◆ **WORK TO COMPLETE**:
Go through the records below and show every line with the string "HEATHWOOD".

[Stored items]
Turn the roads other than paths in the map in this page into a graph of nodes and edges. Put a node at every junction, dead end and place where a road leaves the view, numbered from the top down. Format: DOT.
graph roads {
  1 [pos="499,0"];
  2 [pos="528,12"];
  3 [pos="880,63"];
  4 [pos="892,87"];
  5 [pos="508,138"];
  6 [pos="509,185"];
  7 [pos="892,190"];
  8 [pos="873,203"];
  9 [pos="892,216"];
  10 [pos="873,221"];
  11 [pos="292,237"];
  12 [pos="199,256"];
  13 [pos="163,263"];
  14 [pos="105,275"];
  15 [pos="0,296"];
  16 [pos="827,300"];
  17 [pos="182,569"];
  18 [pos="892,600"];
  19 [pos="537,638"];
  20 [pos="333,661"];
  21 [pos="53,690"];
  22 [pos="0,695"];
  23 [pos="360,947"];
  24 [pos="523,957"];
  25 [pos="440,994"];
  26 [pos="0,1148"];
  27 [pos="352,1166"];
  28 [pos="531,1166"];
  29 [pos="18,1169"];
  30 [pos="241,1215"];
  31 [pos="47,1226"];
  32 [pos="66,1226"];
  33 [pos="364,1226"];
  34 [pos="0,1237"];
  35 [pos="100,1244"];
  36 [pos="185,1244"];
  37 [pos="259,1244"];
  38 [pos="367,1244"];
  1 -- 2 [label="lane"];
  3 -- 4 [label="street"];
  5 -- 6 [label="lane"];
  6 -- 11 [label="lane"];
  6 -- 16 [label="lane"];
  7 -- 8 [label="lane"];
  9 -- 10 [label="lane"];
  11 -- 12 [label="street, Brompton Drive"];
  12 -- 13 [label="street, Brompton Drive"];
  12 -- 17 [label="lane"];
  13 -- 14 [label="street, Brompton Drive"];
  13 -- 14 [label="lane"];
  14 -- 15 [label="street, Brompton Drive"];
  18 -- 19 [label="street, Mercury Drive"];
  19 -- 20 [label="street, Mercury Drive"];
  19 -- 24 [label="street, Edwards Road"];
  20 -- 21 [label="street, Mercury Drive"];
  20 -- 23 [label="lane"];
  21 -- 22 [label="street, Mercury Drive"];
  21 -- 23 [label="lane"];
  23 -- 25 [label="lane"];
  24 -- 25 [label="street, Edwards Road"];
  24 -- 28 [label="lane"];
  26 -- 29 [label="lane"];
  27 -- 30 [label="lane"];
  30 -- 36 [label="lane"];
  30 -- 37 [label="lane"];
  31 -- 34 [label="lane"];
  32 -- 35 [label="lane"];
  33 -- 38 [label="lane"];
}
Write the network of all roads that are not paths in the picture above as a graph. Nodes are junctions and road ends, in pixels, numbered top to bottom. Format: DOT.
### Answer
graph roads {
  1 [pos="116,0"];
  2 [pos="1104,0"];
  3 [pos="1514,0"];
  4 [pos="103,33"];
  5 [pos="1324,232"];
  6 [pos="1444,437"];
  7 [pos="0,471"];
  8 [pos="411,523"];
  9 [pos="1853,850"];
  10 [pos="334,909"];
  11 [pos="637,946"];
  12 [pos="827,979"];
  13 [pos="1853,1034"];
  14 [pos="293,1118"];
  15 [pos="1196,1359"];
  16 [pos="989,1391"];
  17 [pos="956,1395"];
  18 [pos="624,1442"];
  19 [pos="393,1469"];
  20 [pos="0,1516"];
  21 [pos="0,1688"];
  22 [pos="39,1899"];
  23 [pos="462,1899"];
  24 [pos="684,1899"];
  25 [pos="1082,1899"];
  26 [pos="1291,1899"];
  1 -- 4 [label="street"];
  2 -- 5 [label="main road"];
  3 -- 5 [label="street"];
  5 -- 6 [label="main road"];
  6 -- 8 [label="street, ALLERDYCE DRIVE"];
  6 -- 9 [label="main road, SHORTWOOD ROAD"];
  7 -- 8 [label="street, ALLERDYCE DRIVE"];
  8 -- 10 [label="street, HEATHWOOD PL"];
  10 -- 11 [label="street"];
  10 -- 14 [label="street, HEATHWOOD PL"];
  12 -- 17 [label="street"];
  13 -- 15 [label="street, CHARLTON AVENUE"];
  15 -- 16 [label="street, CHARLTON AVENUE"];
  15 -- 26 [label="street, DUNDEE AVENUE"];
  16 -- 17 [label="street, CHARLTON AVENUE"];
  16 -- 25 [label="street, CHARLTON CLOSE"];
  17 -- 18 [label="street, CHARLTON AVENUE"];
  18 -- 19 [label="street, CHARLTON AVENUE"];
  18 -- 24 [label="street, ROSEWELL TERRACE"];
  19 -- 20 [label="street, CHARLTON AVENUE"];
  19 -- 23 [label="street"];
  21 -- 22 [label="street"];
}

◆ **RESPONSE TO THE TASK**:
  8 -- 10 [label="street, HEATHWOOD PL"];
  10 -- 14 [label="street, HEATHWOOD PL"];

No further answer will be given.